Wednesday, February 15, 2012

Is version control software used for photos?

Question

I am a software developer at heart and by trade, and spend a lot of time in development tools... One of the more useful development tool types is version control, and for the uninitiated, it works something like as follows:

  • Create a file
  • Start working on the file
  • Check in the file (create a version 1 of it)
  • Open the file and edit again
  • Check in again (version 2)
  • Realize you deleted something important from version 1, go back in time, get the thing you deleted...
  • ...
  • Profit...

Anyway, I am wondering if something similar is used with photos? Essentially, I was thinking something along the lines of:

  • Import Photos (V1).
  • Start tagging photos (V2... XMP side cars should only really change here).
  • Start adding stars, more tags (V3)
  • Start adjusting some settings (V4+)

With the flow above, you should be able track a lot more changes... and give you some sort of backup strategy...

Asked by TiernanO

Answer

Photographic workflow applications such as Adobe Lightroom and Apple's Aperture provide this sort of history as a built in part of their functionality.

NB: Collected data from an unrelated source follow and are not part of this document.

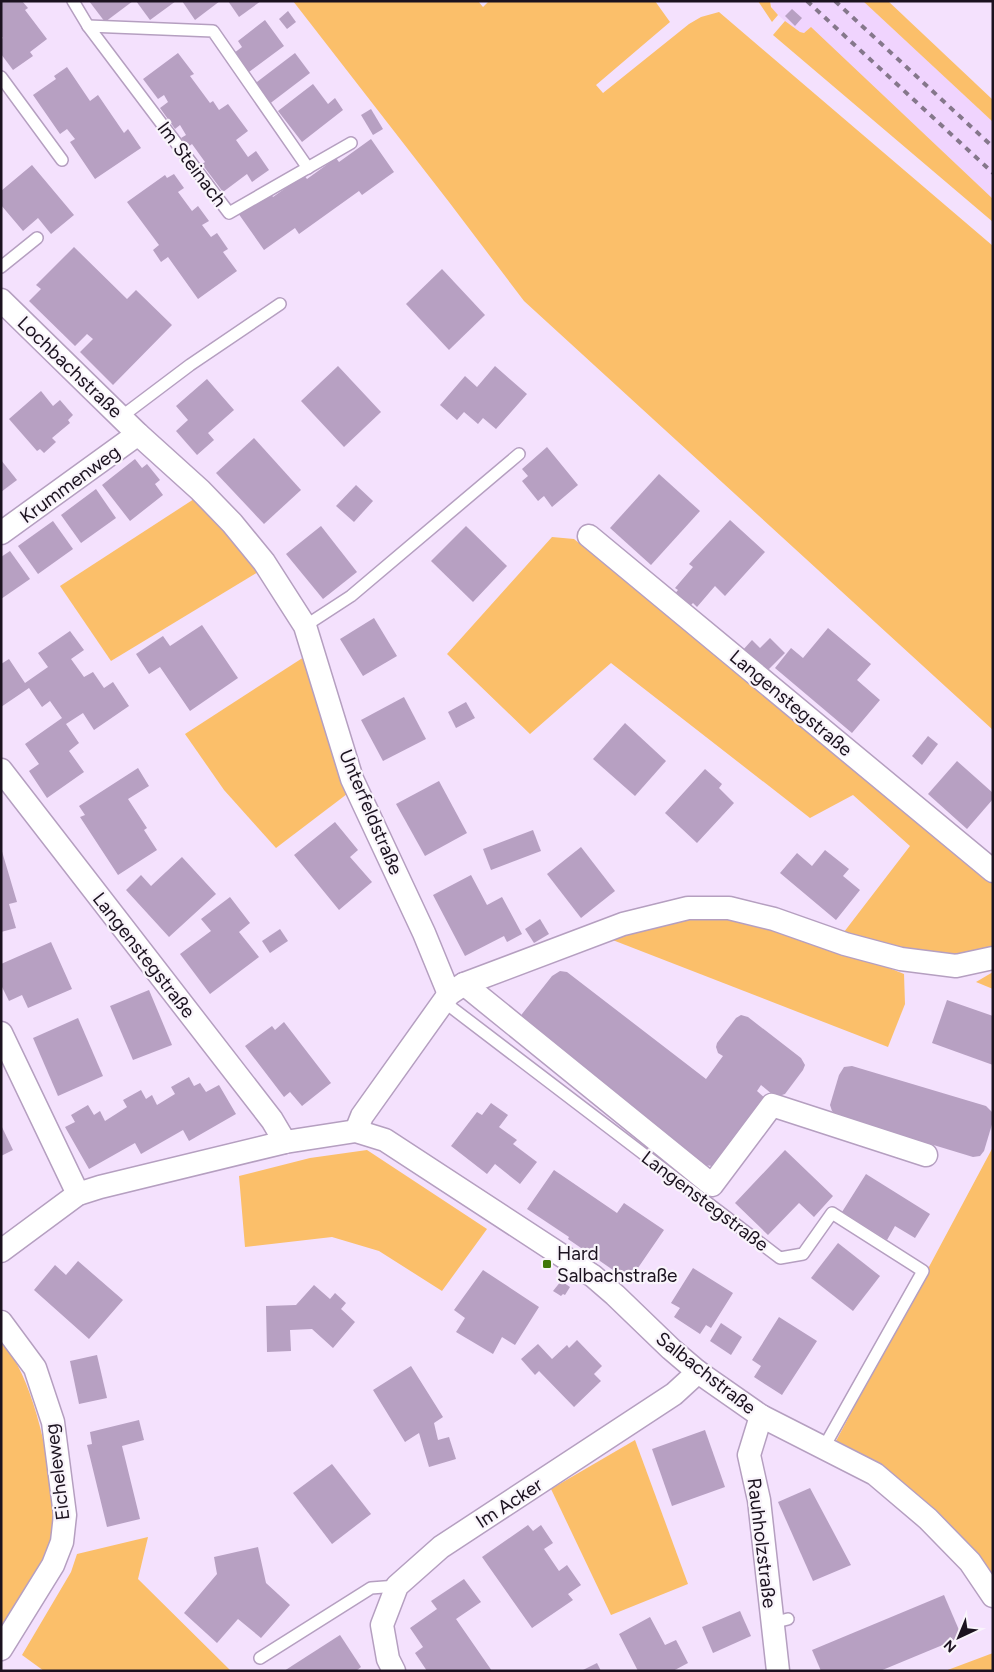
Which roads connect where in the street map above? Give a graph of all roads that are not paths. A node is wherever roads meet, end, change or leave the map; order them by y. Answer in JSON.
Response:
{"nodes":[{"id":1,"x":73,"y":1,"type":"edge"},
{"id":2,"x":88,"y":26,"type":"junction"},
{"id":3,"x":1,"y":77,"type":"edge"},
{"id":4,"x":350,"y":143,"type":"dead end"},
{"id":5,"x":62,"y":160,"type":"dead end"},
{"id":6,"x":308,"y":168,"type":"junction"},
{"id":7,"x":37,"y":238,"type":"dead end"},
{"id":8,"x":1,"y":267,"type":"edge"},
{"id":9,"x":1,"y":300,"type":"edge"},
{"id":10,"x":280,"y":304,"type":"dead end"},
{"id":11,"x":122,"y":417,"type":"junction"},
{"id":12,"x":138,"y":434,"type":"junction"},
{"id":13,"x":519,"y":454,"type":"dead end"},
{"id":14,"x":1,"y":533,"type":"edge"},
{"id":15,"x":589,"y":536,"type":"dead end"},
{"id":16,"x":305,"y":626,"type":"junction"},
{"id":17,"x":1,"y":770,"type":"edge"},
{"id":18,"x":993,"y":870,"type":"edge"},
{"id":19,"x":993,"y":958,"type":"edge"},
{"id":20,"x":452,"y":993,"type":"junction"},
{"id":21,"x":1,"y":1033,"type":"edge"},
{"id":22,"x":356,"y":1131,"type":"junction"},
{"id":23,"x":285,"y":1142,"type":"junction"},
{"id":24,"x":926,"y":1155,"type":"dead end"},
{"id":25,"x":78,"y":1194,"type":"junction"},
{"id":26,"x":1,"y":1251,"type":"edge"},
{"id":27,"x":1,"y":1322,"type":"edge"},
{"id":28,"x":698,"y":1372,"type":"junction"},
{"id":29,"x":761,"y":1416,"type":"junction"},
{"id":30,"x":824,"y":1447,"type":"junction"},
{"id":31,"x":397,"y":1586,"type":"junction"},
{"id":32,"x":993,"y":1596,"type":"edge"},
{"id":33,"x":1,"y":1649,"type":"edge"},
{"id":34,"x":260,"y":1658,"type":"dead end"},
{"id":35,"x":394,"y":1671,"type":"edge"},
{"id":36,"x":778,"y":1671,"type":"edge"}],
"edges":[{"from":1,"to":2,"type":"lane","name":"Im Steinach"},
{"from":2,"to":6,"type":"lane"},
{"from":2,"to":6,"type":"lane","name":"Im Steinach"},
{"from":3,"to":5,"type":"lane"},
{"from":4,"to":6,"type":"lane","name":"Im Steinach"},
{"from":7,"to":8,"type":"lane"},
{"from":9,"to":11,"type":"street","name":"Lochbachstraße"},
{"from":10,"to":11,"type":"lane"},
{"from":11,"to":12,"type":"street","name":"Lochbachstraße"},
{"from":12,"to":14,"type":"street","name":"Krummenweg"},
{"from":12,"to":16,"type":"street","name":"Unterfeldstraße"},
{"from":13,"to":16,"type":"lane"},
{"from":15,"to":18,"type":"street","name":"Langenstegstraße"},
{"from":16,"to":20,"type":"street","name":"Unterfeldstraße"},
{"from":17,"to":23,"type":"street","name":"Langenstegstraße"},
{"from":19,"to":20,"type":"street"},
{"from":20,"to":22,"type":"street"},
{"from":20,"to":24,"type":"street","name":"Langenstegstraße"},
{"from":20,"to":30,"type":"lane","name":"Langenstegstraße"},
{"from":21,"to":25,"type":"street"},
{"from":22,"to":23,"type":"street"},
{"from":22,"to":28,"type":"street","name":"Salbachstraße"},
{"from":23,"to":25,"type":"street"},
{"from":25,"to":26,"type":"street"},
{"from":27,"to":33,"type":"street","name":"Eicheleweg"},
{"from":28,"to":29,"type":"street","name":"Salbachstraße"},
{"from":28,"to":31,"type":"street","name":"Im Acker"},
{"from":29,"to":30,"type":"street","name":"Salbachstraße"},
{"from":29,"to":36,"type":"street","name":"Rauhholzstraße"},
{"from":30,"to":32,"type":"street","name":"Salbachstraße"},
{"from":31,"to":34,"type":"lane"},
{"from":31,"to":35,"type":"street","name":"Im Acker"}]}
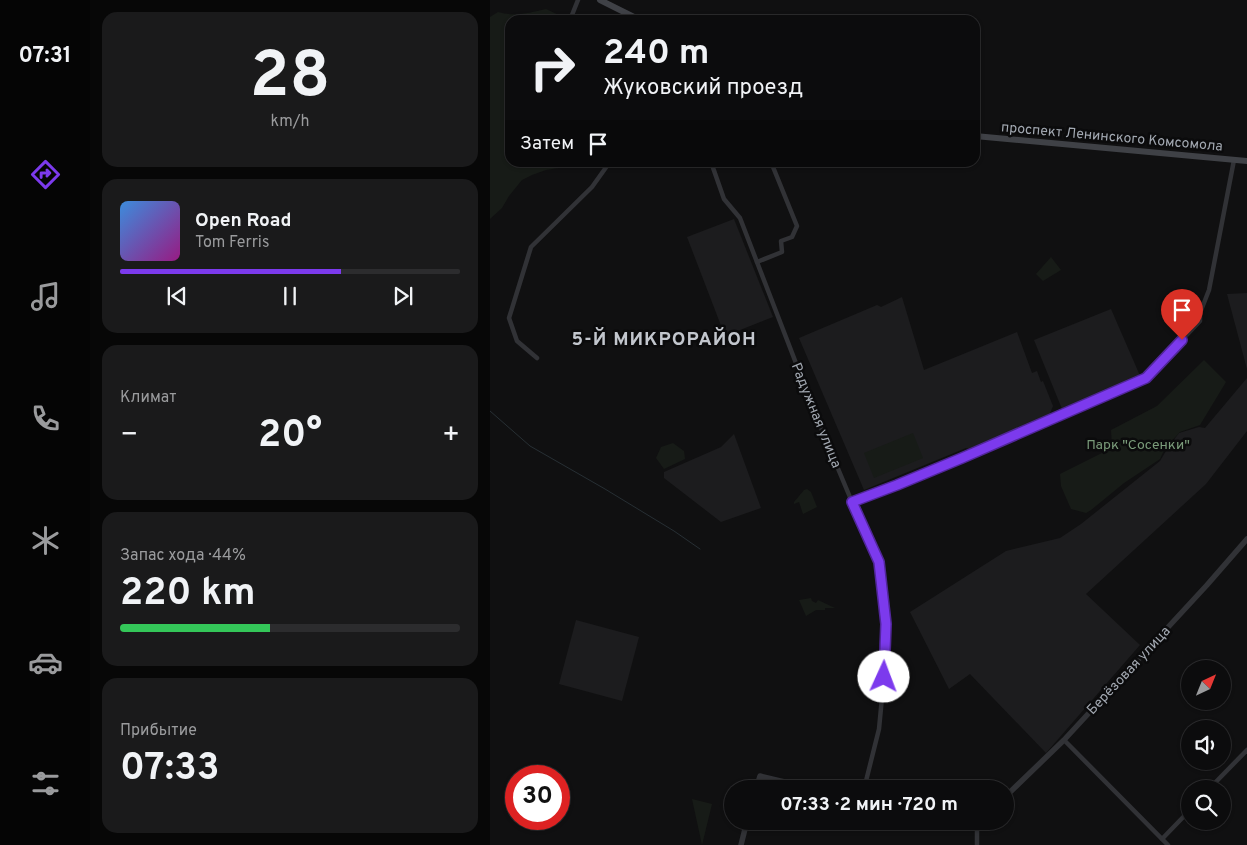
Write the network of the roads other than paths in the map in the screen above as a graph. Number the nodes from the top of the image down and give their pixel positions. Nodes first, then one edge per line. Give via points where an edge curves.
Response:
1 (578, 0) edge
2 (603, 1) edge
3 (572, 15) edge
4 (630, 15) edge
5 (980, 136) edge
6 (1234, 160) junction
7 (1247, 161) edge
8 (607, 167) edge
9 (713, 167) edge
10 (773, 167) edge
11 (757, 262) junction
12 (537, 358) dead end
13 (852, 502) junction
14 (1247, 539) edge
15 (884, 677) dead end
16 (883, 687) dead end
17 (1064, 740) junction
18 (1247, 750) edge
19 (759, 780) edge
20 (777, 780) edge
21 (866, 780) edge
22 (1218, 780) edge
23 (1014, 788) edge
24 (1181, 819) edge
25 (745, 830) edge
26 (977, 830) edge
27 (1162, 839) junction
28 (741, 845) edge
29 (977, 845) edge
30 (1168, 845) edge

1 - 3 street
2 - 4 main road
5 - 6 main road, проспект Ленинского Комсомола
6 - 7 main road, проспект Ленинского Комсомола
6 - 13 street via 1200,321 1146,378
8 - 12 street via 592,187 531,247 509,318 517,341
9 - 11 street, Радужная улица via 724,199 740,218
10 - 11 street via 797,226 792,237 781,241 782,252
11 - 13 street, Радужная улица
13 - 15 street, Радужная улица via 879,562 886,624
14 - 17 street, Берёзовая улица
16 - 21 street via 879,729
17 - 23 street, Берёзовая улица
17 - 27 street
18 - 22 street
19 - 20 street via 760,776
24 - 27 street
25 - 28 street
26 - 29 street
27 - 30 street

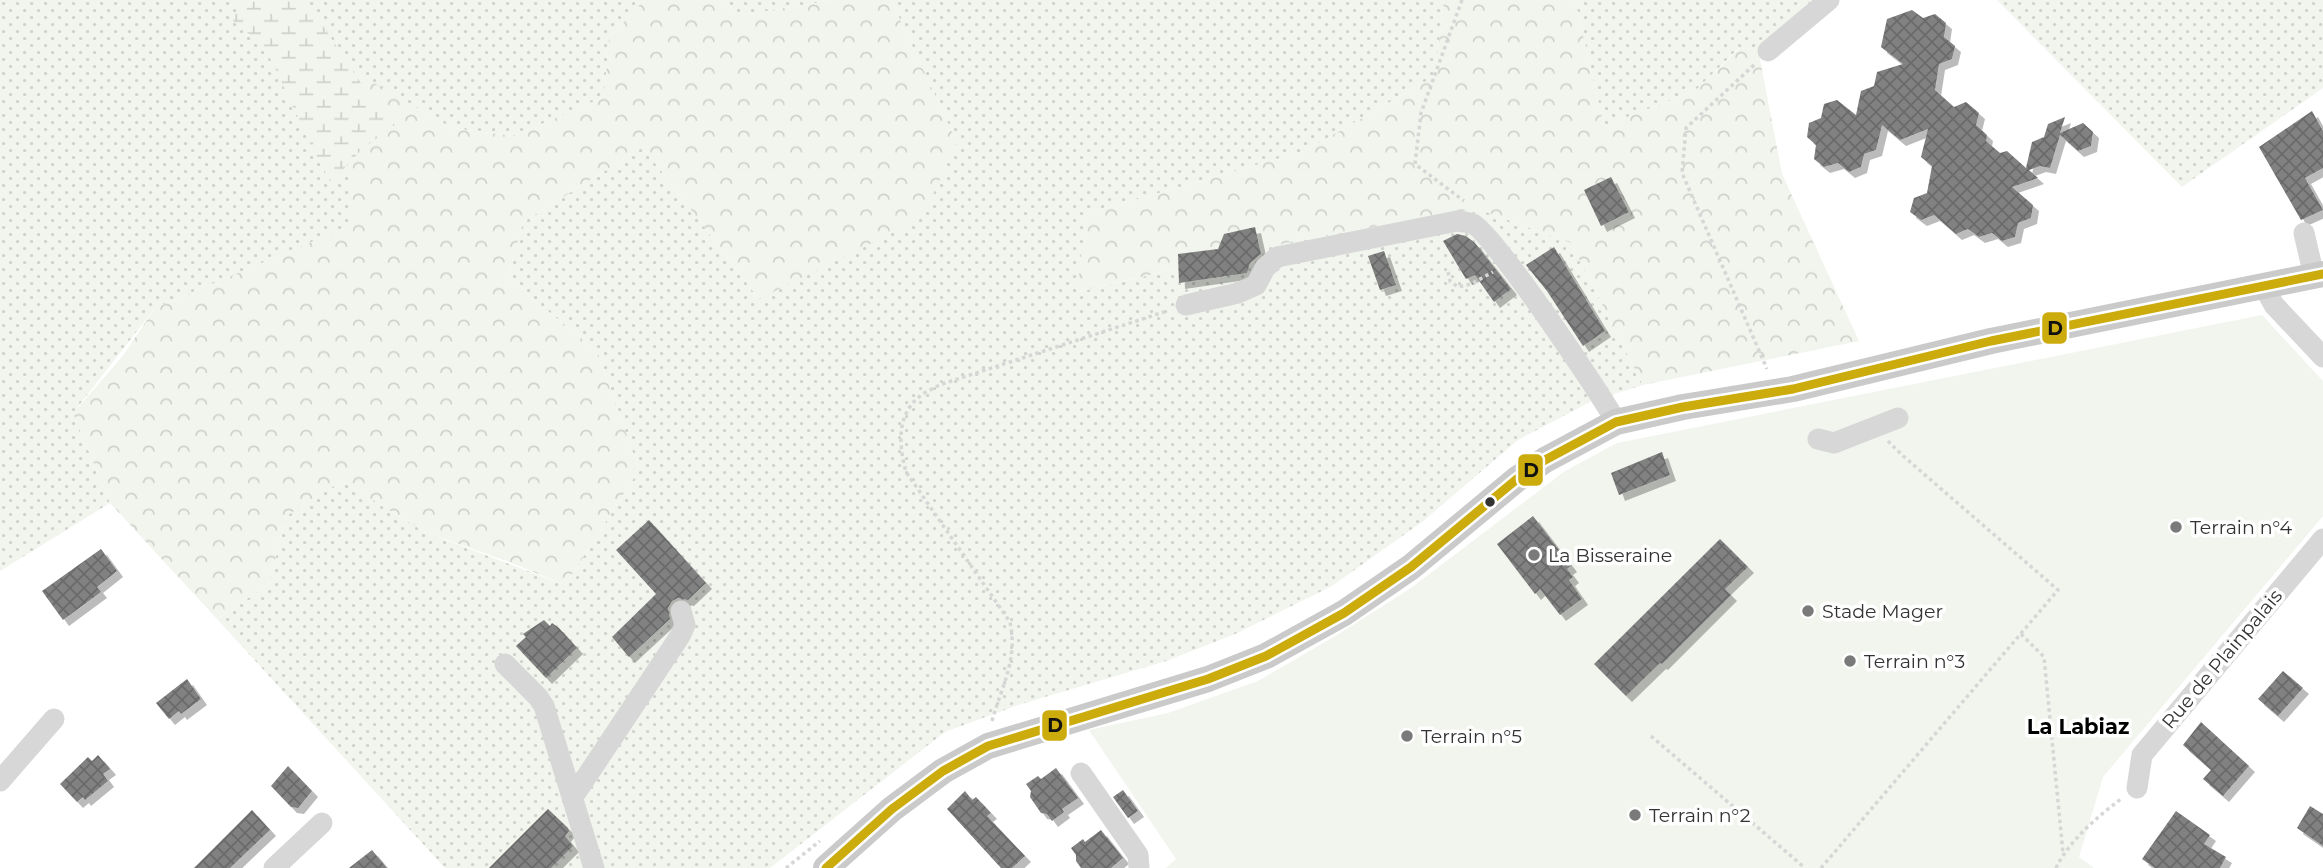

When you edit a RAW file in these, no changes are ever made to the original image. Instead, they are saved as 'instructions' separately. Thus, you can see a history of all changes made, and with a click of a mouse go back to any previous point in time non-destructively.

If you are just using Photoshop, then this does not happen, and you would have to manually save different versions of your photo before working on it each time.

(I'm guessing there's no reason you can't use an SVN repository for photos?? ie. Binary files?)